Sunday, March 23, 2008

Some thoughts on "Highlands"

Highlands” is a Bob Dylan song that takes place on Easter. There is plenty of evidence of Easter in the song’s setting. Physically, the song is not set in the Highlands as one might expect, but rather in Boston. Boston has a tradition, historically, of being a heavily Catholic town, lending the necessary religiosity. Dylan wanders into a restaurant and deduces it must be a holiday because “there’s no one around.” He sees people in the park wearing “bright colored clothes,” a bit reminiscent of the beginning of Spring and the pastels associated with Easter. The big piece of evidence, though, is that the waitress expects Dylan to order hard-boiled eggs.

In this context, the Highlands seem not to be the Scottish highlands that Robert Burns wrote of (and that Dylan steals from in the chorus), but rather a metaphorical highlands of the soul; one that is far away from the secular world. Potentially, this could even be read as heaven – especially given the line “big white clouds like chariots that swing down low – although I think that reading limits the song’s potential. As Dylan sings, “my heart’s in the Highlands, and that’s good enough for now.” If one reads it strictly as heaven, then the song is about death. Dylan is still alive, though. If the Highlands were heaven and he needed to get their, he could accept death. Death certainly is one aspect of the song, but it doesn’t seem to be the most important aspect.

The song seems focused instead on contemporary society’s focus on image and how that leads us toward vanity and away from the Highlands. In this context, the Highlands can be described as a mindset, a moral high road which will help lead one on a path through life which will help them reach a potentially more concrete Highlands in the afterlife.

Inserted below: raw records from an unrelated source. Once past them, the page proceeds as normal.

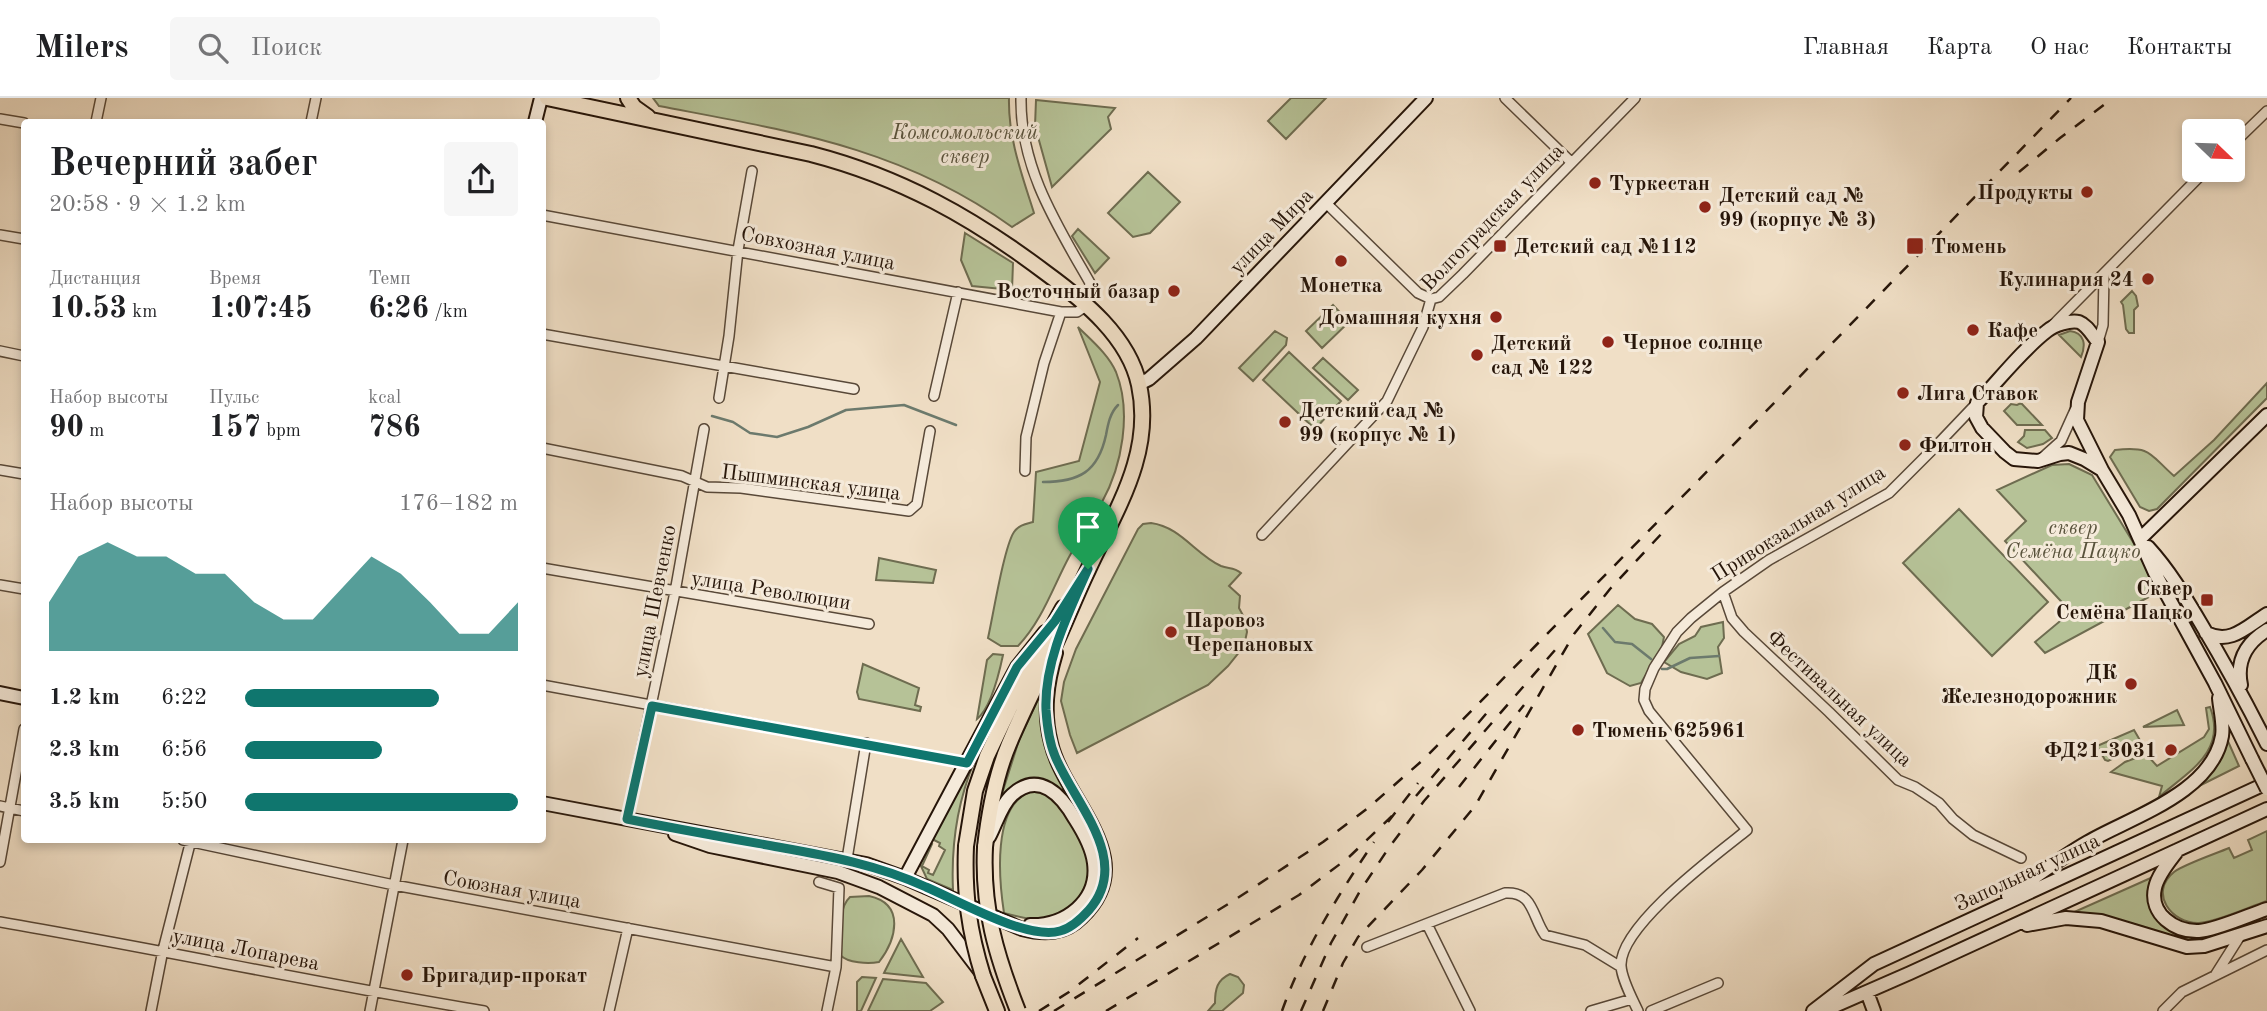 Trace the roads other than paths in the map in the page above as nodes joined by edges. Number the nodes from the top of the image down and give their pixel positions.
1 (101, 98) edge
2 (316, 98) edge
3 (541, 98) edge
4 (547, 98) edge
5 (628, 98) edge
6 (1021, 98) edge
7 (1426, 98) edge
8 (1506, 98) edge
9 (1635, 98) edge
10 (587, 102) edge
11 (2267, 111) edge
12 (0, 119) edge
13 (97, 119) edge
14 (312, 119) edge
15 (536, 119) edge
16 (659, 121) junction
17 (21, 122) edge
18 (2245, 132) edge
19 (1571, 162) junction
20 (752, 171) dead end
21 (2194, 182) edge
22 (1325, 202) junction
23 (546, 216) edge
24 (0, 235) edge
25 (21, 238) edge
26 (738, 250) junction
27 (2104, 275) junction
28 (958, 292) junction
29 (1431, 299) junction
30 (1086, 306) junction
31 (1061, 312) junction
32 (2049, 329) junction
33 (546, 335) edge
34 (2098, 342) junction
35 (0, 351) edge
36 (21, 355) edge
37 (724, 365) junction
38 (1139, 384) junction
39 (854, 389) dead end
40 (934, 396) dead end
41 (719, 398) dead end
42 (2078, 402) junction
43 (1977, 403) junction
44 (2267, 415) edge
45 (704, 429) dead end
46 (930, 431) dead end
47 (546, 449) edge
48 (2038, 461) junction
49 (0, 470) edge
50 (2102, 470) junction
51 (1025, 471) dead end
52 (21, 474) edge
53 (693, 481) junction
54 (1262, 535) dead end
55 (2141, 538) junction
56 (546, 569) edge
57 (0, 585) edge
58 (21, 588) edge
59 (675, 592) junction
60 (1723, 592) junction
61 (2267, 614) edge
62 (869, 624) dead end
63 (1058, 625) junction
64 (2267, 630) edge
65 (2206, 633) junction
66 (546, 686) edge
67 (2218, 691) junction
68 (0, 693) edge
69 (21, 697) edge
70 (2245, 699) junction
71 (652, 706) junction
72 (21, 741) edge
73 (866, 743) junction
74 (2267, 744) edge
75 (967, 763) junction
76 (2267, 783) edge
77 (2267, 789) edge
78 (546, 804) edge
79 (5, 807) edge
80 (2267, 809) edge
81 (627, 819) junction
82 (645, 822) junction
83 (188, 843) edge
84 (197, 843) edge
85 (402, 843) edge
86 (985, 847) junction
87 (2180, 847) junction
88 (2021, 858) dead end
89 (847, 859) junction
90 (0, 862) edge
91 (905, 877) junction
92 (819, 882) dead end
93 (394, 885) junction
94 (2267, 909) edge
95 (1977, 916) junction
96 (0, 922) edge
97 (1010, 923) junction
98 (1427, 924) junction
99 (2267, 926) edge
100 (628, 928) junction
101 (1989, 936) junction
102 (2241, 936) junction
103 (1367, 947) dead end
104 (163, 950) junction
105 (2267, 950) edge
106 (836, 967) junction
107 (1621, 967) junction
108 (2216, 975) junction
109 (983, 976) junction
110 (1718, 983) dead end
111 (374, 992) junction
112 (1867, 992) junction
113 (1632, 999) junction
114 (151, 1011) edge
115 (370, 1011) edge
116 (484, 1011) edge
117 (608, 1011) edge
118 (827, 1011) edge
119 (997, 1011) edge
120 (1017, 1011) edge
121 (1470, 1011) edge
122 (1591, 1011) edge
123 (1638, 1011) edge
124 (1651, 1011) edge
125 (1813, 1011) edge
126 (1823, 1011) edge
127 (1874, 1011) edge
128 (2163, 1011) edge

1 - 13 street
2 - 14 street
3 - 15 street
4 - 10 main road
5 - 16 main road
6 - 30 street
7 - 22 street, улица Мира
8 - 19 street
9 - 19 street, Волгоградская улица
10 - 16 main road
11 - 18 street
12 - 17 street
16 - 30 main road
19 - 29 street, Волгоградская улица
20 - 26 street
21 - 27 street
22 - 29 street
22 - 38 street, улица Мира
23 - 26 street, Совхозная улица
24 - 25 street
26 - 28 street, Совхозная улица
26 - 37 street
27 - 32 street
27 - 34 street
28 - 31 street, Совхозная улица
28 - 40 street
29 - 54 street, Волгоградская улица
30 - 31 street, Совхозная улица
30 - 38 main road
31 - 51 street
32 - 34 street
32 - 43 street
33 - 37 street
34 - 42 street
35 - 36 street
37 - 39 street
37 - 41 street
38 - 63 main road
42 - 48 street
42 - 50 street
43 - 48 street
43 - 60 street, Привокзальная улица
44 - 55 street
45 - 53 street, улица Шевченко
46 - 53 street, Пышминская улица
47 - 53 street, Пышминская улица
48 - 50 street
49 - 52 street
50 - 55 street
53 - 59 street, улица Шевченко
55 - 65 street
55 - 67 street
56 - 59 street, улица Революции
57 - 58 street
59 - 62 street, улица Революции
59 - 71 street, улица Шевченко
60 - 88 street, Фестивальная улица
60 - 107 street, Привокзальная улица
61 - 65 street
63 - 75 street
63 - 86 main road
63 - 97 street
63 - 109 main road, bridge
64 - 70 street
65 - 70 street
66 - 71 street
67 - 77 street, bridge
67 - 95 street
68 - 69 street
70 - 74 street
71 - 73 street
71 - 81 street, улица Шевченко
72 - 79 street
73 - 75 street
73 - 89 street
75 - 91 street
76 - 95 street, Запольная улица
78 - 81 street
79 - 90 street
80 - 87 street, Запольная улица
81 - 82 street
82 - 89 street
82 - 109 street
83 - 104 street
84 - 93 street, Союзная улица
85 - 93 street
86 - 97 street
86 - 120 main road, bridge
87 - 94 street
87 - 101 street, Запольная улица
89 - 91 street
91 - 97 street
92 - 106 street
93 - 100 street, Союзная улица
93 - 111 street
95 - 125 street, Запольная улица
96 - 104 street, улица Лопарева
98 - 103 street
98 - 107 street
98 - 121 street
99 - 102 street
100 - 106 street, Союзная улица
100 - 117 street
101 - 102 street
101 - 112 street, Запольная улица
102 - 108 street
104 - 111 street, улица Лопарева
104 - 114 street
105 - 108 street
106 - 118 street
107 - 113 street
108 - 128 street
109 - 119 main road
110 - 124 street
111 - 115 street
111 - 116 street, улица Лопарева
112 - 126 street, Запольная улица
112 - 127 street
113 - 122 street
113 - 123 street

Certainly, this is not a new theme for Dylan, but he does a great job of expressing it here nonetheless. The most central summation of this theme comes in a conversation the narrator has with a waitress. She asks him to draw her, and the artist doesn’t want to. After trying to dodge the issue for several verses, he finally draws her on a napkin. She is horrified by the drawings ugliness, and he tells her that it looks just like her. What happened is, he drew her insides rather than her outside, and what he found there disturbed him. He didn’t want to have to draw her because he knew that she wouldn’t be able to face the truth of herself.

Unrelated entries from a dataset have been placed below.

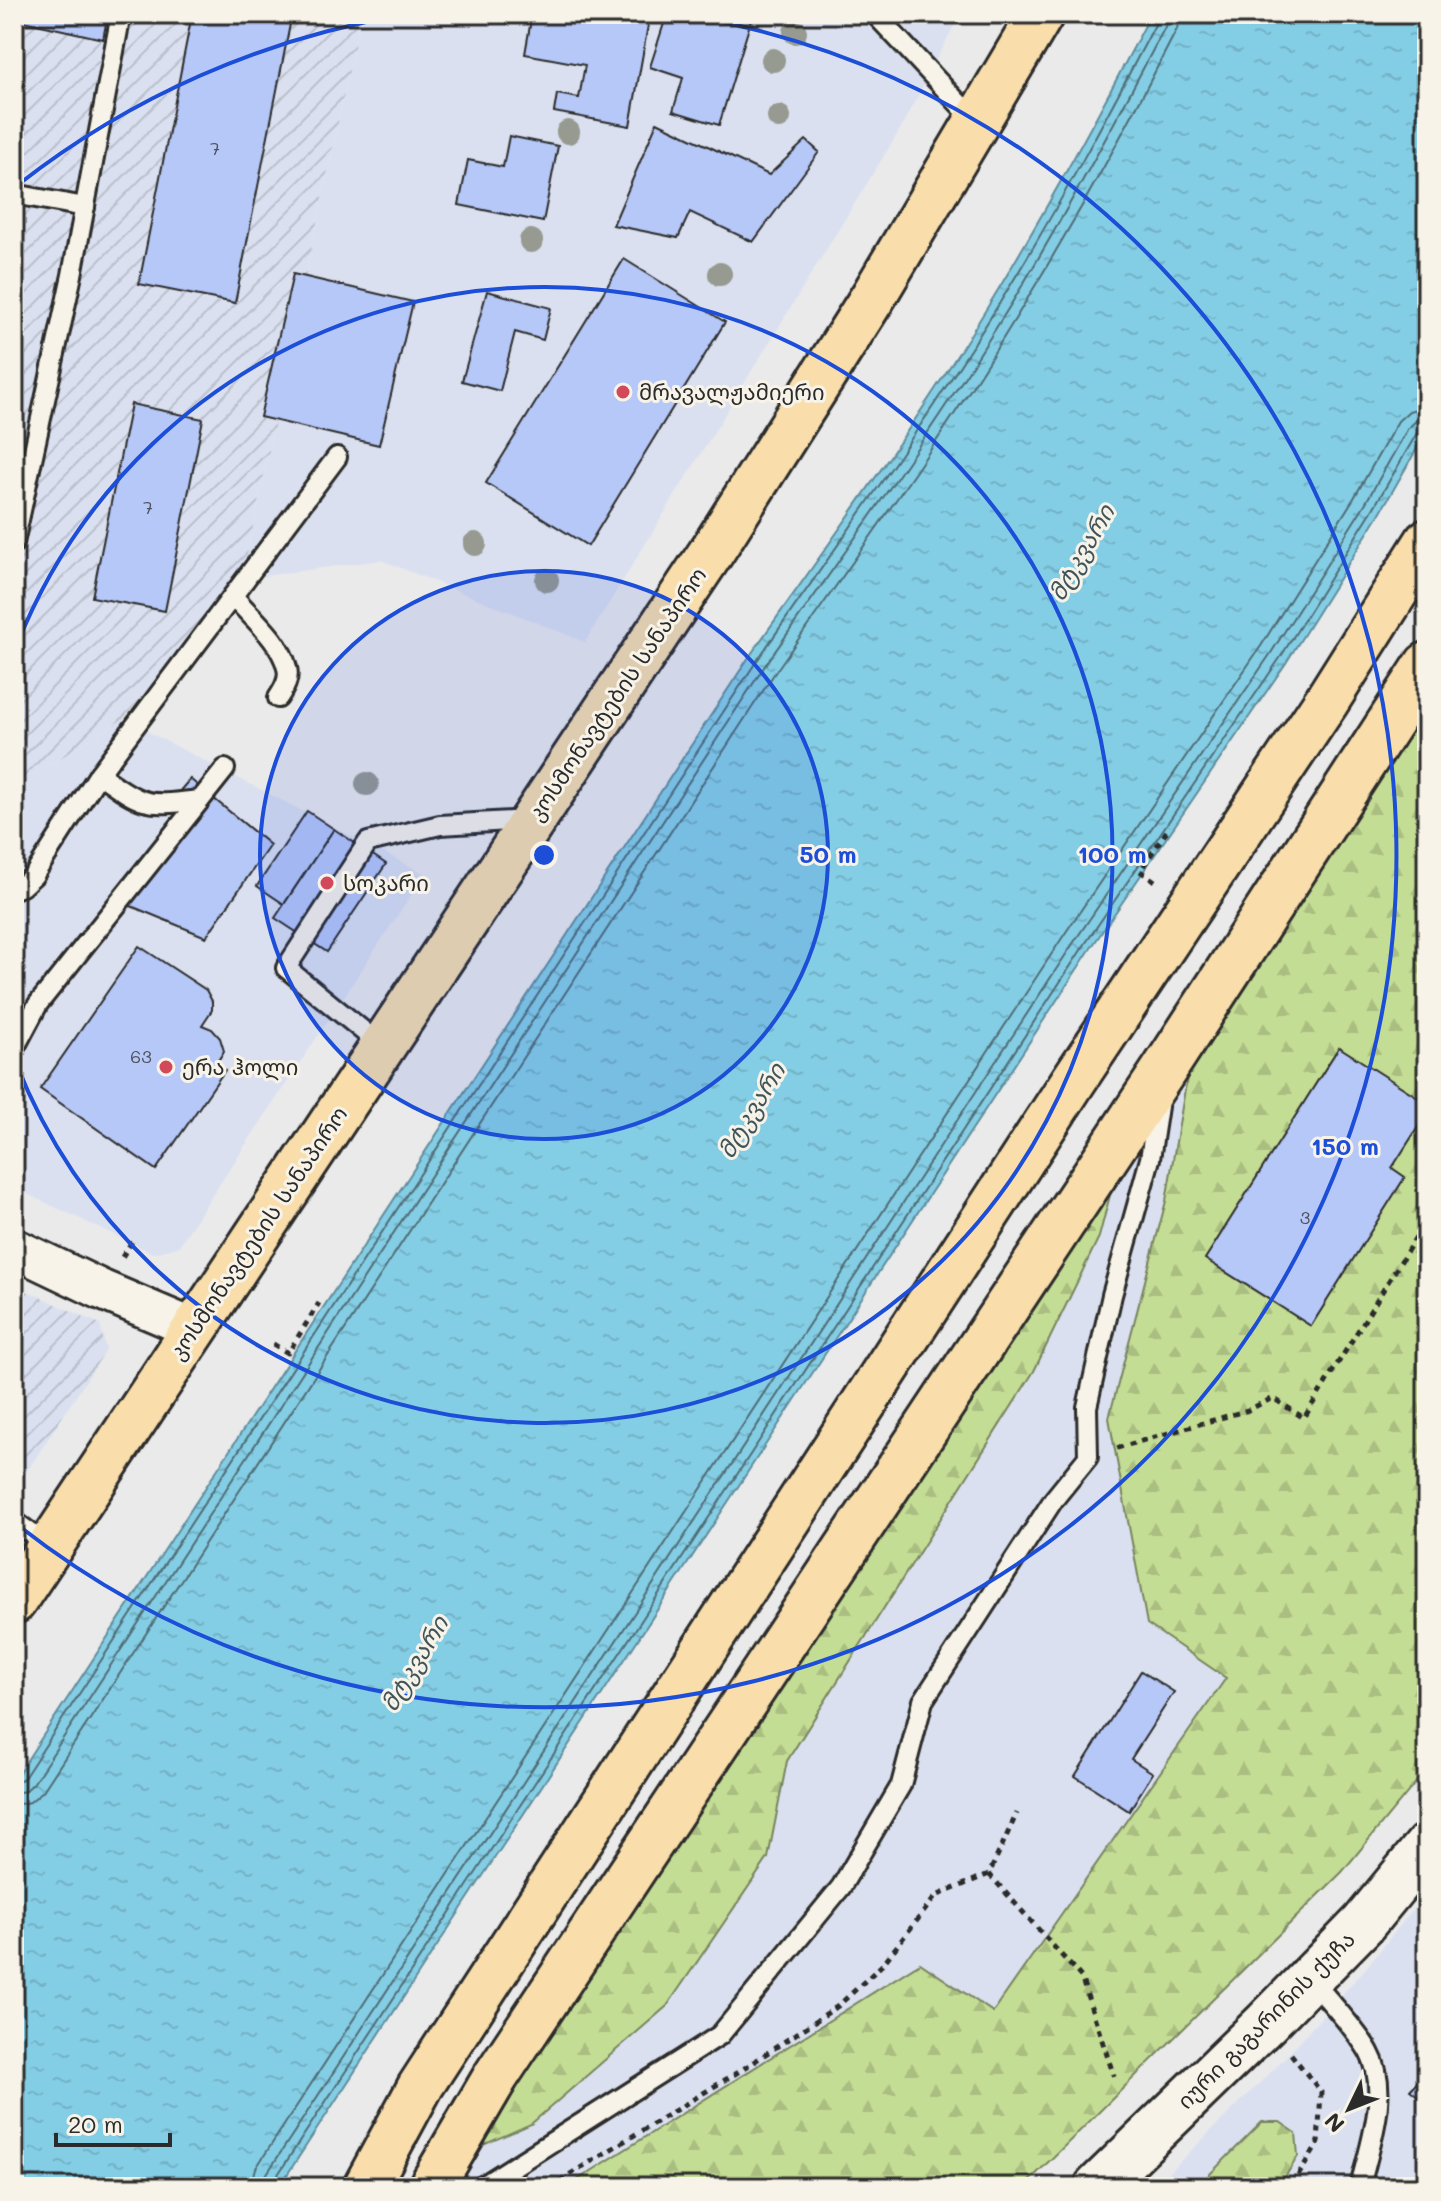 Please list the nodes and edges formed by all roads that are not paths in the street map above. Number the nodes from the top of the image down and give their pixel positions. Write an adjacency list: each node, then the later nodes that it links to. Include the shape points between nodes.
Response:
1 (121, 14): 6 (lane)
2 (875, 14): 4 (lane)
3 (1041, 14): 4 (main road, კოსმონავტების სანაპირო)
4 (977, 123): 16 (main road, კოსმონავტების სანაპირო, via 740,508)
5 (14, 194): 6 (lane)
6 (85, 207): 9 (lane)
7 (337, 457): 10 (lane)
8 (1427, 542): 28 (main road)
9 (14, 543)
10 (233, 596): 12 (lane, via 278,648 288,670); 14 (lane)
11 (1427, 665): 20 (main road)
12 (278, 698)
13 (225, 769): 15 (lane)
14 (99, 774): 15 (lane, via 135,800 154,805); 17 (lane, via 34,875)
15 (200, 800): 19 (lane, via 38,1004)
16 (533, 819): 18 (main road, კოსმონავტების სანაპირო); 18 (lane, via 440,825 368,842 336,888 286,968)
17 (14, 889)
18 (383, 1047): 22 (main road, კოსმონავტების სანაპირო)
19 (14, 1049)
20 (1164, 1070): 31 (main road, via 496,2076); 32 (lane, via 1150,1159 1087,1407 1088,1457 1054,1499 923,1701 901,1785 841,1887 720,2035)
21 (14, 1248): 22 (street)
22 (194, 1329): 24 (main road, კოსმონავტების სანაპირო)
23 (14, 1521): 24 (lane)
24 (50, 1547): 25 (main road, კოსმონავტების სანაპირო)
25 (14, 1601)
26 (1427, 1846): 27 (main road, იური გაგარინის ქუჩა)
27 (1310, 1978): 33 (main road, იური გაგარინის ქუჩა); 34 (lane, via 1370,2052 1378,2080)
28 (420, 2087): 29 (main road); 30 (main road)
29 (346, 2187)
30 (366, 2187)
31 (431, 2187)
32 (481, 2187)
33 (1097, 2187)
34 (1360, 2187)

There are other intimations of image and wealth as well. The idea of image is alluded to with the line “wouldn’t know the difference between a real blonde and a fake.” Part of that is that there are so many people with false hair colors that it has gotten difficult to remember whose is real. The other important part of this line is that blonde is often seen as the ideal hair color. People are trying to make themselves match the ideal in their heads, and companies, looking to profit off of this, are making hair dyes so realistic that they cannot be detected. Similarly, those most interested in image get their hair recolored so often, again fueling the capitalist cycle of the whole thing, that one can also not tell they have dye in by examining their roots. Dylan at one point suggests that if he had a conscience he could “sell it to the pawn shop,” showing that everything has a price and that the moral high ground that has been represented for so long as the conscience has been traded away in exchange for more wealth.

Elsewhere, life is described as the “same old rat race, life in the same old cage.” The idea there is that the “rat race,” the rushed pace of always trying to better ones self, often financially or in terms of image, actually imprisons people. It makes them a slave to their image or to their bank account, a slave to their own base desires. Stuck in this cage, people feel unable to life freely. Later, the narrator “feels like a prisoner in a world of mystery,” furthering that sense of claustrophobia brought on by the contemporary, post-industrial age. Looking around at what has happened to the world saddens the narrator to the point where he has lost his conscience. He feels that he has lost it because he is no longer angry at the world. As he claims, “If I had a conscience, well I just might blow my top.”

This all sounds pretty hopeless, but the song is not without the potential for change. There are two possibilities for a return to grace that Dylan implies in the song. Early on, Dylan says “I wish someone’d come and push back the clock for me.” As with much of Dylan’s work, most notably the liner notes for World Gone Wrong, this calls for a return to a simpler time that has faded away. Judging from the World Gone Wrong notes, this seems to be a return to an agrarian society, one of the pre-industrial age. Of course, this change seems improbable at best and errs on the side of impossibility in truth. The other possibility seems to be the youth. Dylan describes “the young men with the young women lookin’ so good” and claims he’d “trade places with any of them in a minute if [he] could.” There are many readings to these lines. Dylan could want to erase all of the mistakes he has made in his life. He may just want a chance to do different things or to have the vitality to go out there and change the world. From the song’s overall tone, though, one would imagine that he’d want to be young again for reasons that reach deeper than “drinkin’ and dancin’ [and] wearing bright colored clothes.” I think Dylan may see some hope in the coming generations. Of course, youth turns into old age, and soon the young generation will turn into the old.

The young becoming old and being replaced by new young brings us back, in some ways, to the idea of resurrection, which is what Easter is all about. The spirit of a strong moral structure (though not necessarily a traditional moral structure) being reborn within America’s vibrant youth.